The United States has kept quiet on the most basic details about the meeting, including precise dates, the guest list and the location - though it is expected to be in Annapolis, Maryland. U.S. Secretary of State Condoleezza Rice will be on the spot to fill in the blanks during a preparatory trip to the Middle East that is schedule to start this weekend.
In the Saudi capital Riyadh, the head of the six-country Gulf Cooperation Council Abdul-Rahman Attiyah called Thursday for "joint Arab-Palestinian action to set the conditions for the success the conference." He also expressed skepticism that the meeting would be successful "because Israel does not want peace."
Moussa warned of a likely failure of the conference during an international economic forum Wednesday night in Cairo.
"All what they (the Americans) want, as some say, is that the (Saudi Foreign Minister) Saud al-Faisal shake hands with Israeli Foreign Minister Tzipi Livni, that the two take pictures. This is a joke, it's not serious," Moussa said.
"Prince Saud al-Faisal will not do that ... it has been decided," he said.
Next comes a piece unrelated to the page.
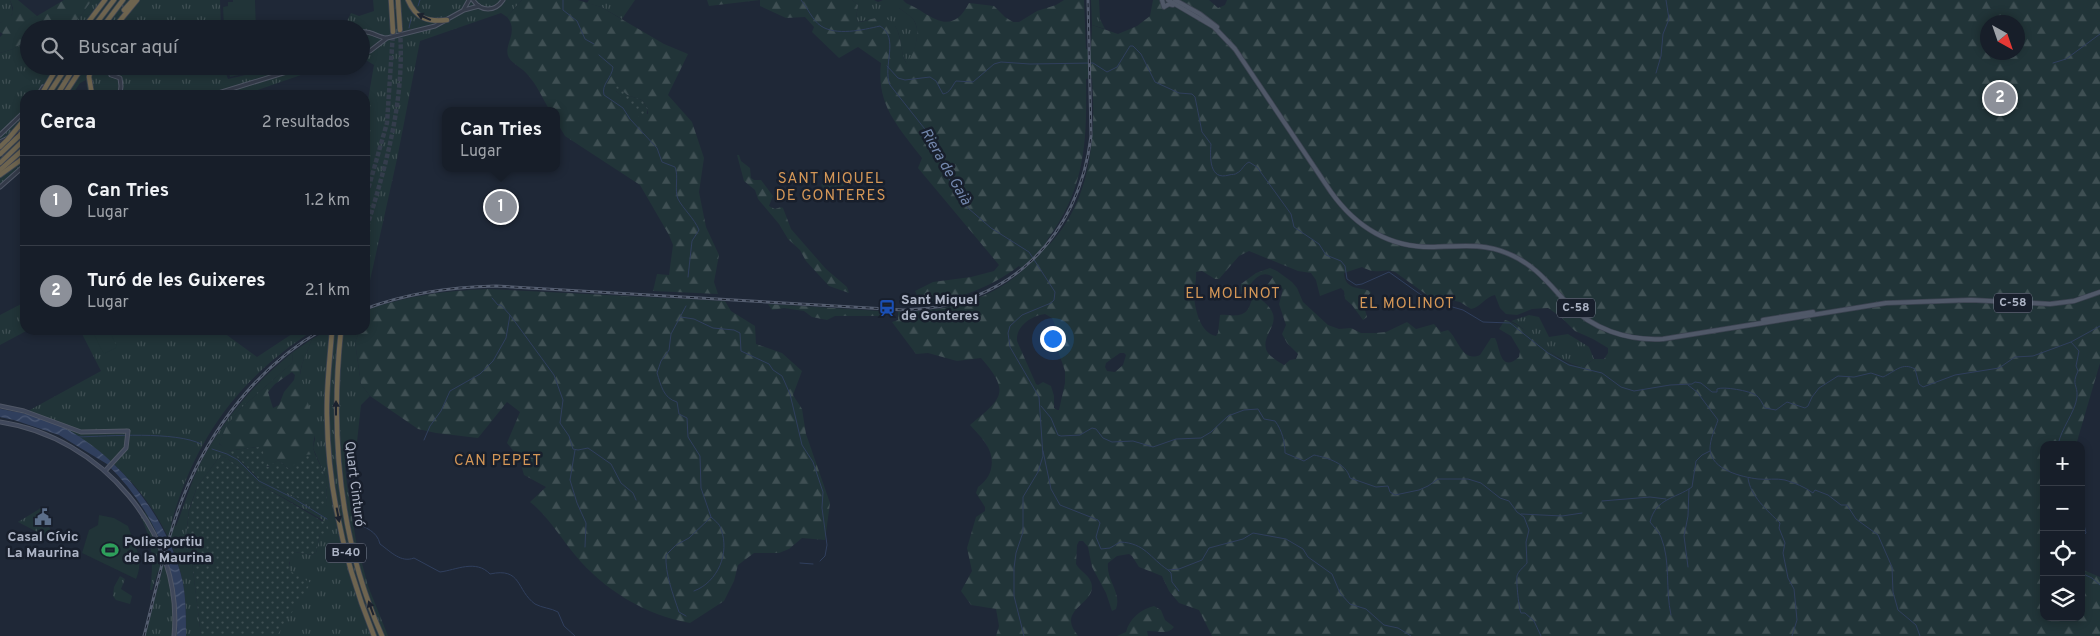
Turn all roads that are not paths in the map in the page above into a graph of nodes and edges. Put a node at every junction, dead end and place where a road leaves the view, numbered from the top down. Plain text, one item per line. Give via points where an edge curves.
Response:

In the interview, Assad acknowledged that relations with Saudi Arabia and Egypt were "not as they should be" but said his country was open to any initiatives to improve ties.
Damascus' relations with longtime U.S. allies Saudi Arabia, Egypt and Jordan have been cool, partly over what they see as Syria's role in promoting the interests of its ally Iran in the Arab world.
He warned against any U.S. military action against Iran, saying it would be "foolish and detrimental to the region and to the world." He did not elaborate.
Assad also confirmed that Turkey was trying to mediate between his country and Israel.
"We have told them (the Turks) that our stance toward peace does not change... All we want is a clear declaration by Israeli officials of their desire for peace and returning (occupied) land to Syria," he said.
"We also want guarantees that the full territory would return," he added.
Israel jets raided a target in northeastern Syria on Sept. 6, which Assad has described as an "unused military building" while Israeli officials have maintained an unprecedented wall of silence over the affair, though there have been reports - denied by Syria - that the target was a nascent nuclear facility being built with North Korean help.
Assad, in the interview, said Israel's silence reflected "the failure of Israeli or U.S. intelligence."
"They are trying to cover up their failure by shrouding it with mystery," he said.